Asimismo, cuando la pensión de viudedad es inferior a la mínima,  ésta se verá complementada en la cuantía necesaria para alcanzar las cantidades establecidas como mínimas con los denominados complementos a mínimos. La condición sine qua non para aplicar estos complementos es que el beneficiario no perciba rentas de capital o trabajo personal, y, si las percibe, que no excedan de la cuantía que se establece anualmente en la Ley de Presupuestos Generales del Estado. Dicho complemento será diferente según se tengan cargas familiares y de acuerdo con la edad del beneficiario.

Con carácter previo, para que el viudo pueda obtener la pensión de viudedad, la persona que fallece debe de estar afiliada y en alta, o en situación asimilada al alta. Si no lo está, para causar derecho a esta pensión deberá haber cotizado un mínimo de 15 años.

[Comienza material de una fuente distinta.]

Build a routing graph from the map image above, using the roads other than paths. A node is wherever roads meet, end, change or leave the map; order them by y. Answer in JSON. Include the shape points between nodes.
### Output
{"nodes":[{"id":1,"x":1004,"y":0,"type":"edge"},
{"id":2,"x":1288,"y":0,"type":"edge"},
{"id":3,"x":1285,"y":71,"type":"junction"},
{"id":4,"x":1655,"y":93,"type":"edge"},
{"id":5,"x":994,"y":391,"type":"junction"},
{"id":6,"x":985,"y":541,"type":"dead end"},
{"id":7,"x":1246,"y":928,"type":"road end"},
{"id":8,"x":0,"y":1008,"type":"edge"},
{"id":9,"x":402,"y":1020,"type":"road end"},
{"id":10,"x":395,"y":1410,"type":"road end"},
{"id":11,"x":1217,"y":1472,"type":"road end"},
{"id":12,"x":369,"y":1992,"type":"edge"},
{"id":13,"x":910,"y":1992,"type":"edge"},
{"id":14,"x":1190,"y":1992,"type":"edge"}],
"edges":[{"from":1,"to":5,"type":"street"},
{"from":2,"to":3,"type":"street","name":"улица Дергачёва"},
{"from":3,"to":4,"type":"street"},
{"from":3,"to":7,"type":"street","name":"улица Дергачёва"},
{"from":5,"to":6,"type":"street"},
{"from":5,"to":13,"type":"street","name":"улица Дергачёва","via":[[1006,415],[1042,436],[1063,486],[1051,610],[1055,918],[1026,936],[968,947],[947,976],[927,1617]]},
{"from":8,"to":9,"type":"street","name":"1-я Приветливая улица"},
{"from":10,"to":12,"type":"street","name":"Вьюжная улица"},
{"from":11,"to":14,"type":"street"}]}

Para calcular la cuantía de la pensión se deberá aplicar a la base reguladora el porcentaje correspondiente. Con carácter general el beneficiario percibe el 52 % de la base reguladora que puede ascender al 70% en caso de que existan cargas familiares y poco nivel de ingresos.

No obstante, a partir de 1 de enero del 2019, se establecía que el porcentaje aplicable a la base reguladora de la pensión de viudedad sería del 60 %, cuando en la persona beneficiaria concurriesen los siguientes requisitos:1) tener una edad igual o superior a 65 años, 2) no tener derecho a otra pensión pública española o extranjera, 3) no percibir ingresos por la realización de trabajos por cuenta ajena o por cuenta propia y 4) no disponer de rentas de capital mobiliario o inmobiliario, ganancias patrimoniales o rentas de actividades económicas, superiores a 7.569,00 euros/año.

La pensión de viudedad, en cómputo anual, más los rendimientos anuales del pensionista, no pueden exceder el límite de ingresos establecido. En caso contrario, se reducirá la cuantía de la pensión de viudedad a fin de no superar dicho límite.

En los casos de separación judicial o divorcio, cuando exista un único beneficiario con derecho a pensión, el importe de la cuantía será íntegro. Sin embargo, si mediando divorcio existe concurrencia de beneficiarios con derecho a pensión, ésta será reconocida en cuantía proporcional al tiempo vivido cada uno de ellos con el causante, garantizándose, en todo caso, el 40% a favor del cónyuge o superviviente de una pareja de hecho con derecho a pensión de viudedad.

Asimismo, a partir del 1 de enero de 2010, se establecía que la cuantía de la pensión de viudedad no podía ser superior a la pensión compensatoria, por lo que, en caso de que fuese superior, aquélla se disminuirá hasta alcanzar la cuantía de ésta última.

Cuando se trate de separados o divorciados no acreedores de pensión compensatoria, la pensión será reconocida en cuantía proporcional al tiempo vivido con el causante fallecido, sin perjuicio de los límites (40%) que puedan resultar en favor del cónyuge o superviviente de la pareja de hecho en el supuesto de concurrencia de beneficiarios al igual que ocurre en los casos de nulidad matrimonial.

A continuación, procedemos a explicar con un ejemplo el cálculo de la pensión de viudedad:

Andrea tiene una pensión de jubilación de 300 euros que, sumándole el complemento a mínimos de 400 euros ascendería al importe de 700 euros.

Sin embargo, Juan, su marido, tiene una pensión de 2.000 euros, por lo que, en caso de fallecimiento de Juan y aplicando la base reguladora del 52%, a Andrea le correspondería una pensión de viudedad de 1.040 €.

Por lo tanto, si todo siguiera igual, a Andrea se le quedaría una pensión de 1.040 euros más 700 euros de su pensión de jubilación. Sin embargo, al percibir Andrea los 1.040 euros de la pensión de viudedad de Juan, estaría por encima del tope mínimo y ya no tendría derecho a recibir el complemento a mínimos. Por tanto, la pensión efectiva que obtendría Andrea a partir de ahora será de 1.340 euros, es decir, 1.040 euros que le quedan de la pensión de Juan más 300 euros de su pensión de jubilación, sin tener en cuenta los 400 euros del complemento a mínimos.